Yesterday was a gray-sleeting day, the ground carpeted in dense, sludgy snow: yesterday, I never saw the sun. Instead, daylight diffused through clouds and wind, the mist falling sideways beneath umbrellas, the damp seeping into pores and corners, and the light landing on shallow surfaces like silver.

Enchanted ice

December in New England is a somber time, with long nights and dark days. Yesterday we had our first (sludgy) snow, and today the sidewalks were treacherous underfoot: a small reminder of last winter’s travails.

Christmas tree at Angell

For years I spent so much energy focused on my then-husband’s seasonal affective disorder, I didn’t notice how my own moods track with the season’s sun. Fall semester begins in a riot of light and color and ends in gloom, and Spring semester operates in reverse: what begins in snow eventually blossoms into spring.

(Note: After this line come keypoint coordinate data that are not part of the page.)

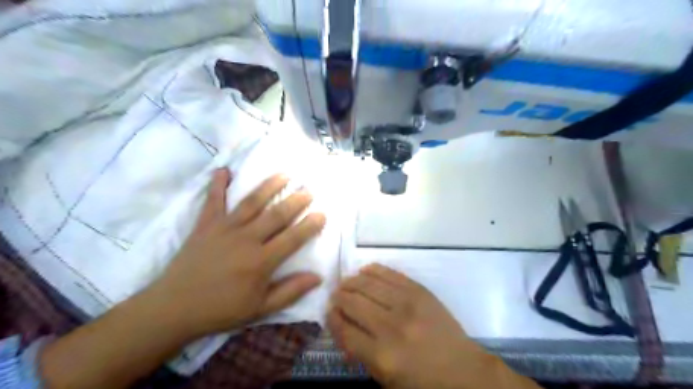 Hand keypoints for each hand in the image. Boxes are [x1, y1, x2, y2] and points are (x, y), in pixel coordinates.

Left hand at [148, 169, 324, 338]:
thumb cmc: (221, 310)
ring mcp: (224, 229)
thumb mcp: (260, 309)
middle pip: (276, 215)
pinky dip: (217, 184)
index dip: (310, 225)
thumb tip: (318, 277)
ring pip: (251, 202)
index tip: (322, 213)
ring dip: (269, 186)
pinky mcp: (205, 225)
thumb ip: (290, 291)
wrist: (173, 309)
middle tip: (308, 190)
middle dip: (295, 201)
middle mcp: (246, 239)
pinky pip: (213, 200)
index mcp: (261, 262)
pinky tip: (224, 170)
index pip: (293, 238)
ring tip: (284, 174)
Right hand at [328, 264, 531, 388]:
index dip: (332, 319)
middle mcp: (391, 326)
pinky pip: (389, 273)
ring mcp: (407, 304)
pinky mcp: (419, 290)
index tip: (329, 312)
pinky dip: (373, 270)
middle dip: (338, 298)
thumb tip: (341, 325)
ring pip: (367, 284)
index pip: (344, 329)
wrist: (463, 370)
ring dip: (352, 282)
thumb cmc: (422, 382)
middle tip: (335, 296)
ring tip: (346, 283)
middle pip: (353, 303)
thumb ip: (359, 352)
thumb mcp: (386, 379)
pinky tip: (364, 271)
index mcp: (382, 356) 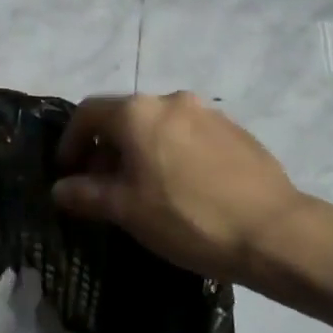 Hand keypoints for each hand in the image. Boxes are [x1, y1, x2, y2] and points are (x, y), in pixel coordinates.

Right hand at [52, 92, 315, 287]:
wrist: (273, 231)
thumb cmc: (187, 218)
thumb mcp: (127, 210)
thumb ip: (86, 194)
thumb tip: (60, 188)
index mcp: (138, 112)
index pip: (88, 113)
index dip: (70, 141)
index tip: (67, 172)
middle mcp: (171, 100)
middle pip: (124, 117)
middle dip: (106, 148)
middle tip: (102, 186)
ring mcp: (207, 113)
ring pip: (158, 126)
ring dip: (140, 150)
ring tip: (143, 189)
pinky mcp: (235, 130)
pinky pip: (189, 135)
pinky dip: (172, 153)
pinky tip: (182, 188) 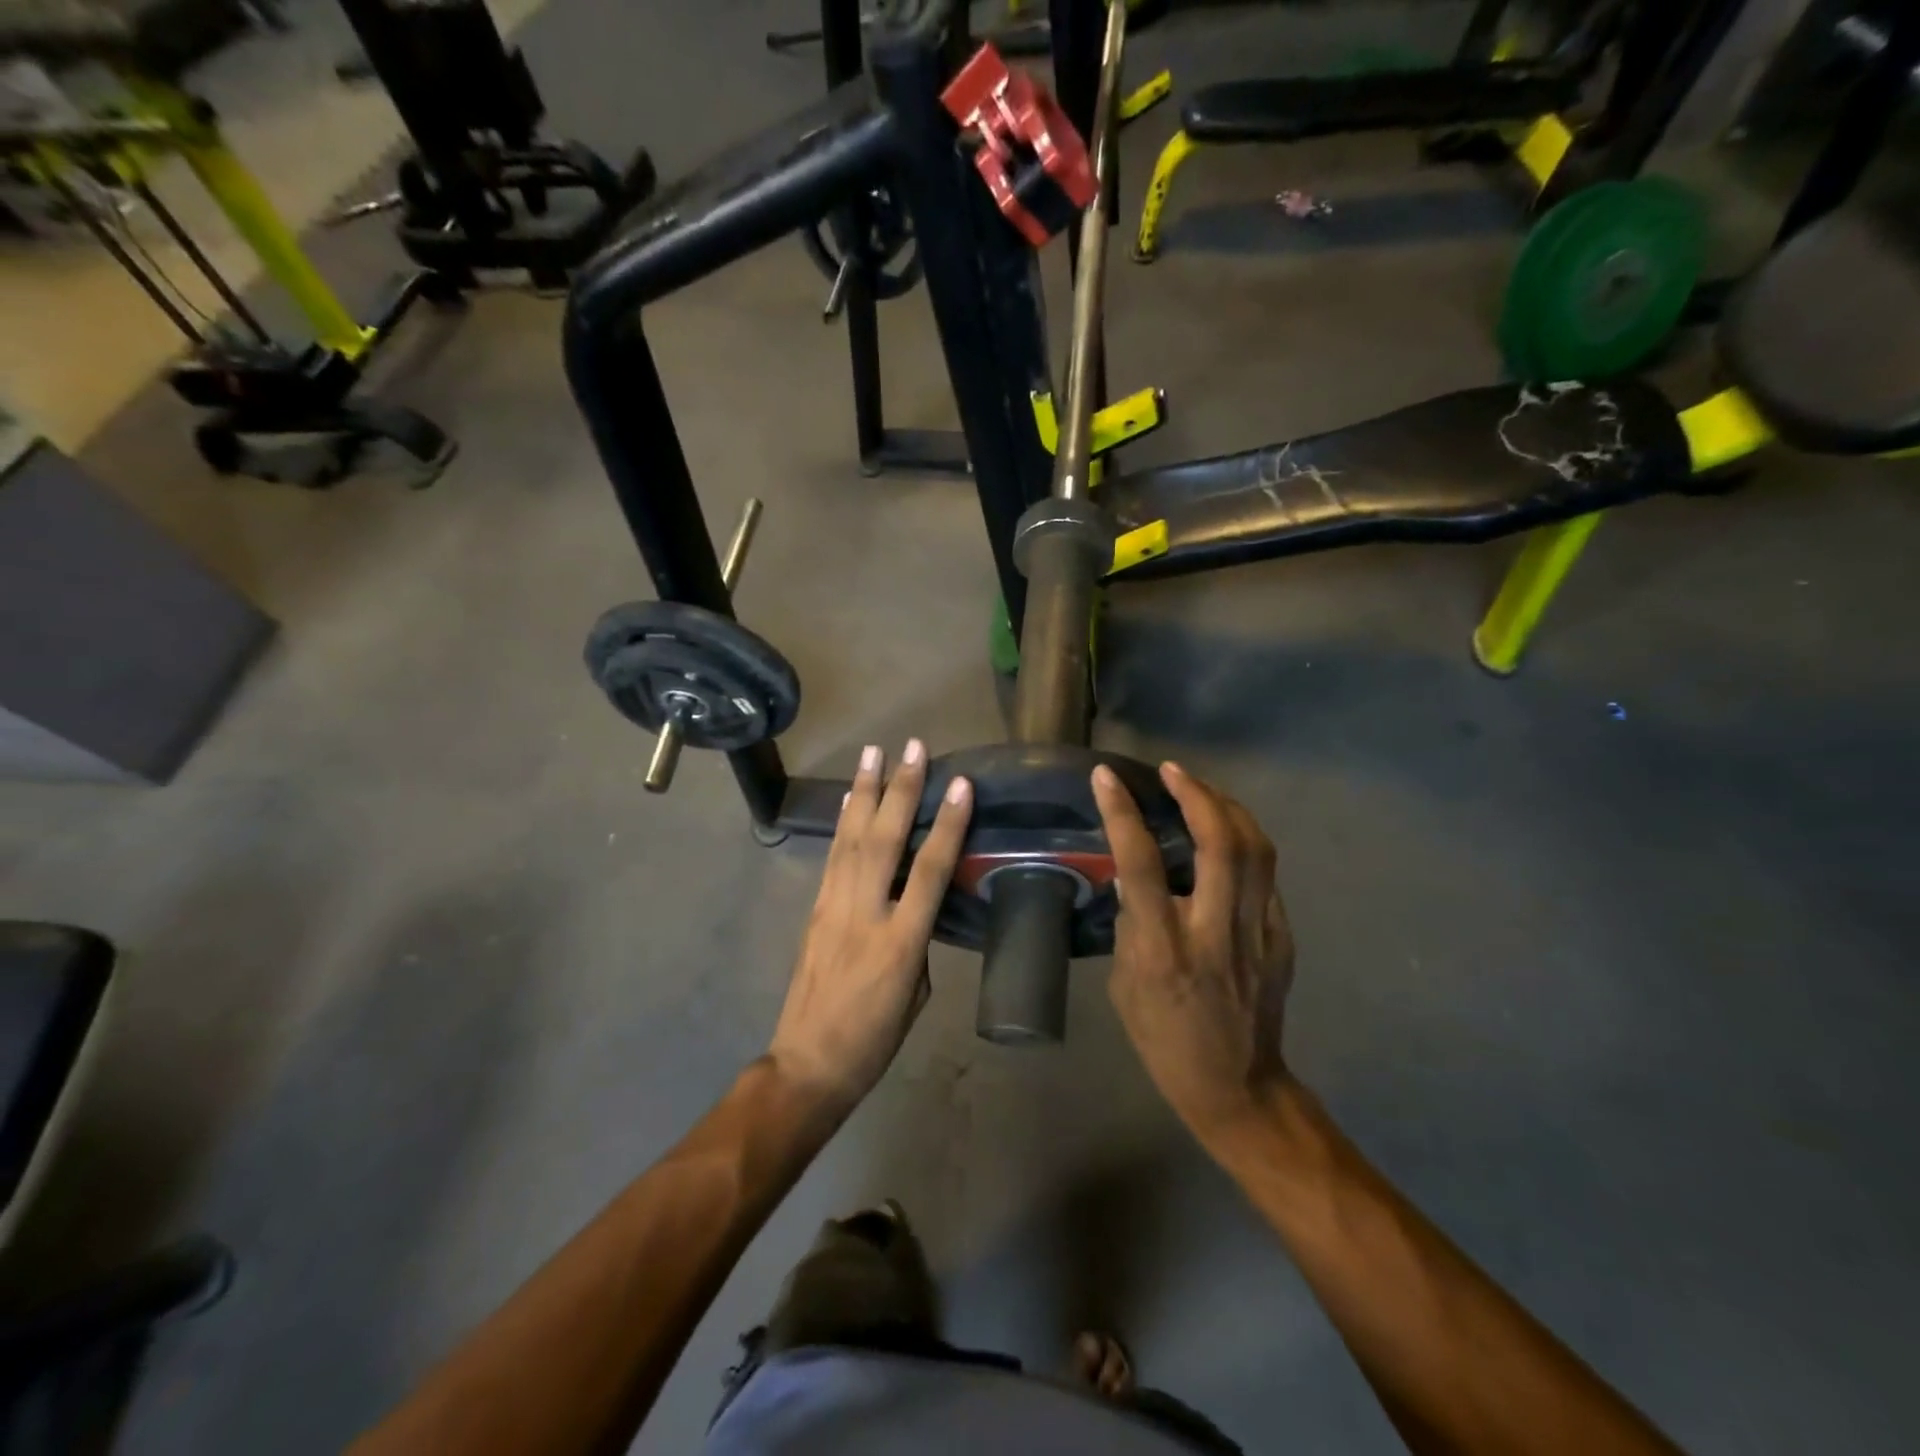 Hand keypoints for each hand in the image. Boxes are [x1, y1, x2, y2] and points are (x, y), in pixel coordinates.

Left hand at [769, 739, 972, 1117]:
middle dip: (900, 789)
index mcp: (901, 943)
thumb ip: (919, 940)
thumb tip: (914, 904)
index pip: (929, 871)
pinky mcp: (815, 910)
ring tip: (874, 752)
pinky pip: (832, 858)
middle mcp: (864, 914)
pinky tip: (852, 799)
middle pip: (883, 841)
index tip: (961, 785)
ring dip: (865, 792)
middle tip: (913, 747)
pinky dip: (843, 823)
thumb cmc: (875, 1038)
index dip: (947, 825)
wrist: (809, 1063)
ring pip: (851, 840)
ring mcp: (834, 909)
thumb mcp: (917, 994)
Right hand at [1091, 761, 1295, 1143]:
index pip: (1141, 863)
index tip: (1107, 776)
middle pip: (1218, 843)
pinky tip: (1227, 836)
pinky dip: (1245, 843)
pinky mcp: (1282, 939)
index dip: (1123, 812)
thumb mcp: (1124, 985)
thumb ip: (1130, 925)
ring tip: (1201, 789)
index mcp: (1164, 948)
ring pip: (1256, 849)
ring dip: (1227, 807)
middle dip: (1195, 794)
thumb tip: (1134, 879)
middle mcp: (1214, 932)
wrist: (1236, 1088)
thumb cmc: (1164, 1041)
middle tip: (1171, 770)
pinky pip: (1267, 876)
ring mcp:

Late December offers a welcome chance to rest, reflect, and recharge: during these waning days of a late year we curl inward, marshaling our energy and holding out hope for brighter times. It’s ironic that the New Year and its new resolve comes right when the days are darkest and our hopes are (perhaps) at their nadir. Only when a seed has been crushed and buried can it send forth a feeble stalk of light-seeking green.

After dark

The past few days, apropos of nothing, I’ve had Thelonious Monk’s “Round Midnight” playing in my head. It’s an unlikely earworm: I don’t often listen to jazz, and I can’t remember the last time I heard Monk or anyone else play this particular tune. But its somber strains seem especially apt on these late November days when darkness falls early. By six o’clock, it’s dark as midnight, and the melancholy mood of late night descends early and lingers long.

After dark

On these late November days when it’s long-dark by dinnertime, I find myself peering into strangers’ windows as I drive past, attracted to their isolated but brightly-lit domestic scenes: a woman setting a table, a man playing table-tennis with an unseen opponent, a couple curled up on a couch, watching television. What goes on behind closed doors doesn’t concern me for most of the year, but in late November, even a glimpse of domestic warmth seen through strangers’ windows is cheering: a spot of encouragement in a dark time. And true to the logic of dreams, my inner DJ has chosen “Round Midnight” as the appropriate soundtrack for these dark days

Outside the ICA

In New England in late November, you don’t have to stay out late to stay out after dark. When we arrived at the Institute of Contemporary Art a little after 3 pm, the sun was already setting, and by the time we left at closing time two hours later, it was completely dark.

Underpass on A Street

In New England in late November, you silently give thanks for any light that brightens your path, whether it comes from candles lit in windows, colorful displays lit in shop windows, or delicate strings of tiny blue Christmas lights strung beneath an otherwise ordinary underpass.